I was told to prepare a lesson plan for them. The lesson plan was completely opposite from anything I have ever used. It wasn’t the same format, it was half in Korean. I typed in as much as I could and my co-teacher filled the rest of it out for me. But that seemed like a bad start. We had to add quite a bit of things that I’ve never done in class (exit tests, “students say hello to teacher”) these things never happen. Students say hello naturally but we don’t do a big forced thing. As for exit tests and worksheets, if I did as many as we had to do for the open class, this school would be out of paper within a week. It was an absurd amount of paper and all of it was just for appearances.

I felt like I had a lot going against me with the open class.

1) I didn’t even know who was going to be there. I asked everyone: will it be other English teachers? Will it be the principal/vice prinicipal? Is it somehow related to my contract being re-signed? But I never got answers until the day of.

2) I had never taken notes on this class. I always write something down for every class “listened well” “very apathetic”…  something usually always gets written down. For some reason, not this class. The few notes I had were for logistics, not behavior “finished chapter 3” So I didn’t even know what to expect with this class.

3) The lesson I was going to do was one that had been interrupted by speaking tests. This meant there was a solid 3 weeks between me teaching this lesson and the time I would teach it for the open class. 3 weeks! I didn’t even remember what the lesson focus was about.

4) This week I was NOT teaching boys class. They didn’t want to be there, the should have been doing something with the other teacher.

The worst reason ever was

5) The boys had never been in the English room before.

I was really nervous about this. We needed to have the class in that room to show off our bright and shiny English room but the boys had never been in there. They wouldn’t know where to sit, and if they sat “free” (wherever they wanted) they would talk and hang out with friends the whole time.

I was not excited for the lesson. The best I could do to prepare was just to think about it – it wasn’t like I could rehearse it.

The day finally arrived. To my surprise it was an open-class for the whole school. So every teacher was having an open class.  This made me feel a lot better, the chances of parents even coming to my class were slim. I had heard of plenty of open classes where parents had never arrived.

So I held out hopes that we had just wasted a lot of paper but that we (my coteacher and I) wouldn’t be scrutinized.

8 parents arrived.

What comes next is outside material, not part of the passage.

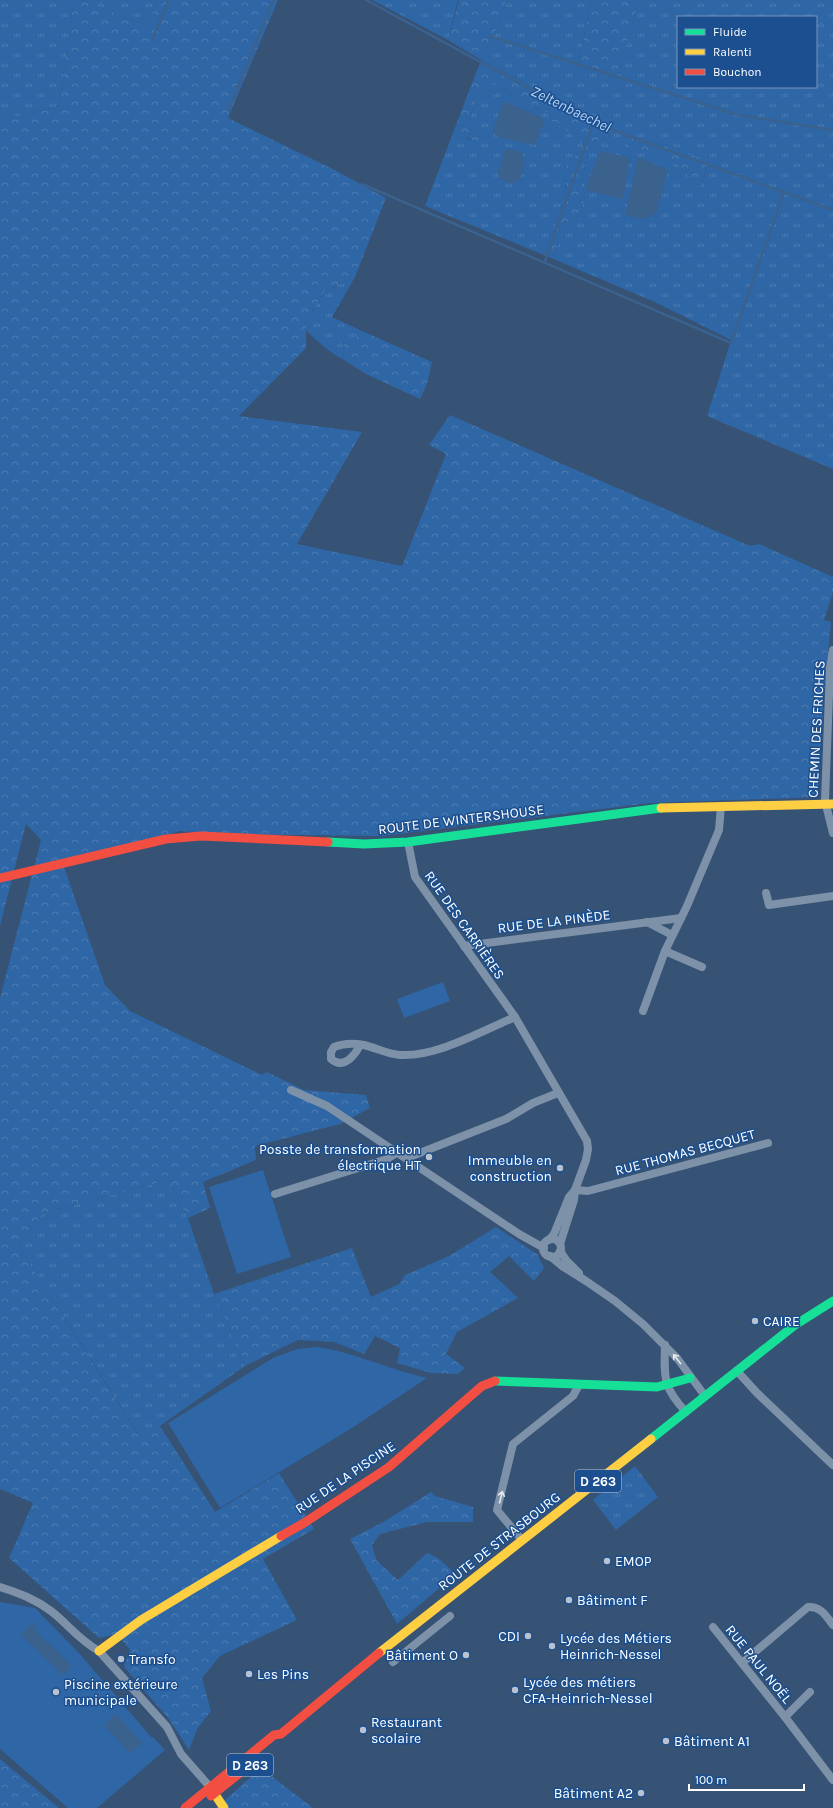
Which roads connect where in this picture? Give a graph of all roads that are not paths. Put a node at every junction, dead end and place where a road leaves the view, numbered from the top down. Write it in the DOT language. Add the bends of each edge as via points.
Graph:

Three sat sullenly in the corner, one actively participated in my lessons (like she was anticipating a free English class through her child?) and the other 4 just stared and looked largely indifferent.

The students’ behavior was pretty atrocious. Lots of talking, some bad language (“da fuck!” was shouted once) and even a very inappropriate gesture essentially mimicking when a man loves a woman. Awful.My co-teacher at one point let loose about how disappointing they were to their parents. Or I hope that’s what she said.

The good parts were that we got a couple laughs out of the parents and it was over before we knew it.

Fortunately nothing will or has come out of that open class. It has been weeks since it happened and no one got calls or complaints. It just was. If it served any purpose it’s that I now know more about that class’s behavior (very bad). And now I will be a lot less nervous for my next open class – whenever that may be.